### [Listed records]
((
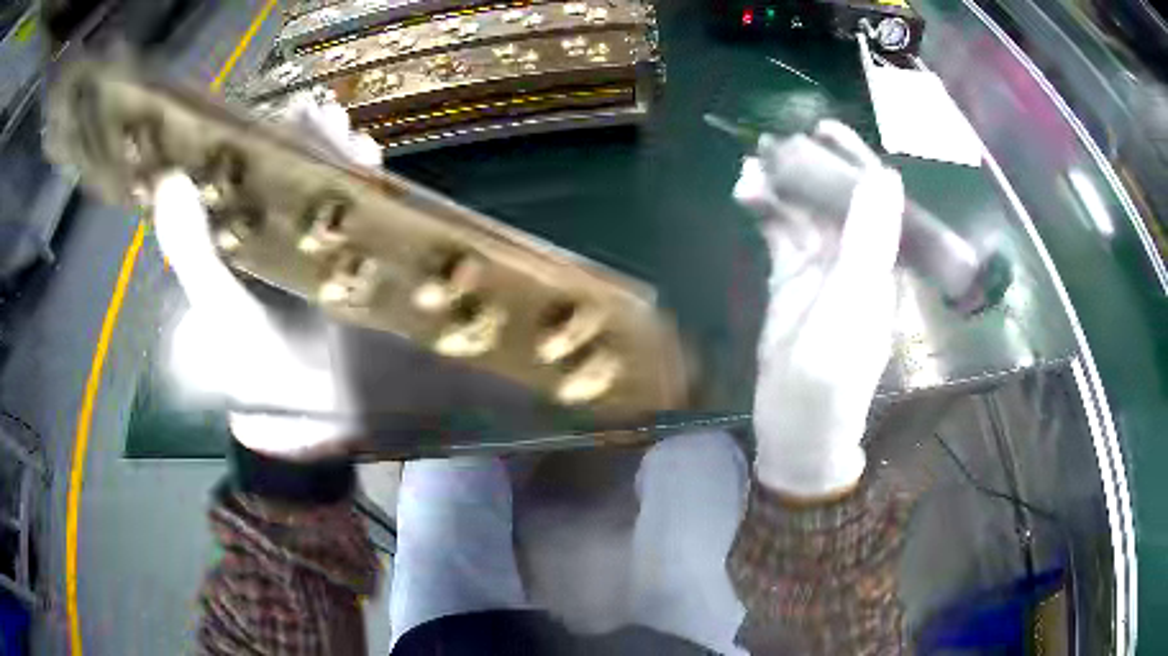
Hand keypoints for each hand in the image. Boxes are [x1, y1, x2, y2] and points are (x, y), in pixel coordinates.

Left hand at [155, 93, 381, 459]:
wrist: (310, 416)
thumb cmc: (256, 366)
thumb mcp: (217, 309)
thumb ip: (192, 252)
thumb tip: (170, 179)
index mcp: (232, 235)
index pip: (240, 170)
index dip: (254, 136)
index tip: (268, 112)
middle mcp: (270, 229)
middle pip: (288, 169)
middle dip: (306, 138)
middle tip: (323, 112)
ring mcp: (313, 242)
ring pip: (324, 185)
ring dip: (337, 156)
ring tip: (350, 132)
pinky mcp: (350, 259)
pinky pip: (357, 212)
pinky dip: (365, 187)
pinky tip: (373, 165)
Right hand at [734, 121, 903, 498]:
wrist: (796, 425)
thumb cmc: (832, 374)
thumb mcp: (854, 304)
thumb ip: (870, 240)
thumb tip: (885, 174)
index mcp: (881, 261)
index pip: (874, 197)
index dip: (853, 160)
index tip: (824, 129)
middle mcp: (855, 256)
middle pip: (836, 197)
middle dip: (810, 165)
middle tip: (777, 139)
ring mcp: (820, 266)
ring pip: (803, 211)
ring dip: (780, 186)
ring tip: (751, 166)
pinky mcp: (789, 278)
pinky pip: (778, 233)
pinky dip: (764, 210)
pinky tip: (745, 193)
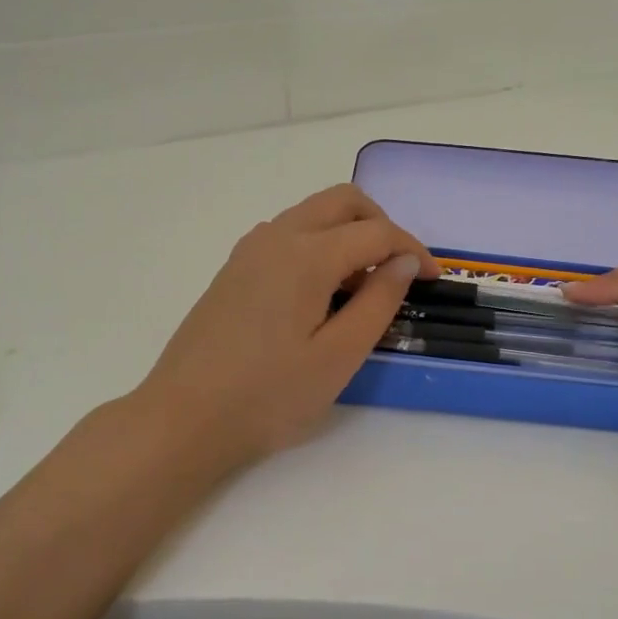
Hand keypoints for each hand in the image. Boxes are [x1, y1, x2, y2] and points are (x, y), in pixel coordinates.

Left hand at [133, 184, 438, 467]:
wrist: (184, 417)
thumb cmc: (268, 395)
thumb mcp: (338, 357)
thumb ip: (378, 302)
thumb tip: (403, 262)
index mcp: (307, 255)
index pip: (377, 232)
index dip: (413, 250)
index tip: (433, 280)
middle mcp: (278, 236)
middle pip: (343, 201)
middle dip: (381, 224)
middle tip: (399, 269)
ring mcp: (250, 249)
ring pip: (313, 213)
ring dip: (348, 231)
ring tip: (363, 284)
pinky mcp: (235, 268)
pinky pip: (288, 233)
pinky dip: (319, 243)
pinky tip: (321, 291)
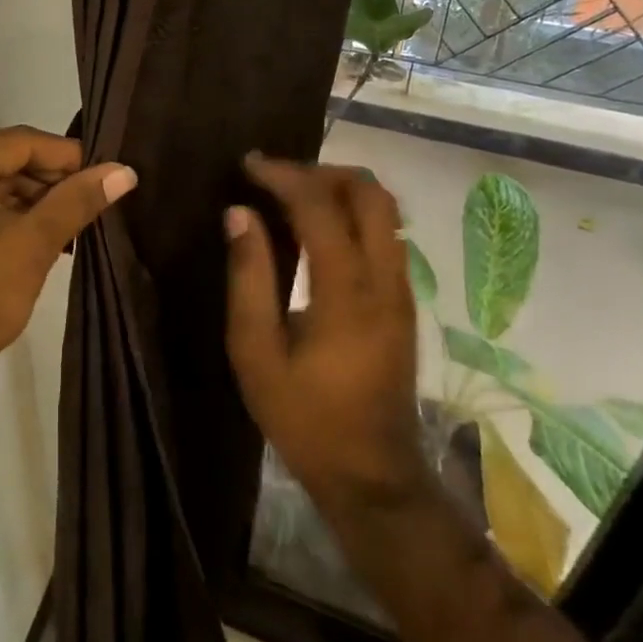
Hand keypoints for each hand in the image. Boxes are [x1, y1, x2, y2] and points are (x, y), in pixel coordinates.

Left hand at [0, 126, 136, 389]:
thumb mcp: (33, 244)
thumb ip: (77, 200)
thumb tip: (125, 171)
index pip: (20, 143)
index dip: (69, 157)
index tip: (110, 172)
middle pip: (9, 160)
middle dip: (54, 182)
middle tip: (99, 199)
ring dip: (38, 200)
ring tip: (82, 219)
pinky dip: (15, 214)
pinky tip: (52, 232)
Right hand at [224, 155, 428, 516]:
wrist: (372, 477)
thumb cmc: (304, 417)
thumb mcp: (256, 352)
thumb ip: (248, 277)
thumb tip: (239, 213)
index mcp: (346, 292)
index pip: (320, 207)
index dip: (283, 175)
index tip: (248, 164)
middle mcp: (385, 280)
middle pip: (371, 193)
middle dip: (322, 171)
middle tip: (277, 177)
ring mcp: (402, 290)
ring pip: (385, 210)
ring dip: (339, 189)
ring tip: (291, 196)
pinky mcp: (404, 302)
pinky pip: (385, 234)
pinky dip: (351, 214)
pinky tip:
))
### [Assignment]
For the material above, the answer must be only the number of lines holding the word "Left".

### [Your response]
3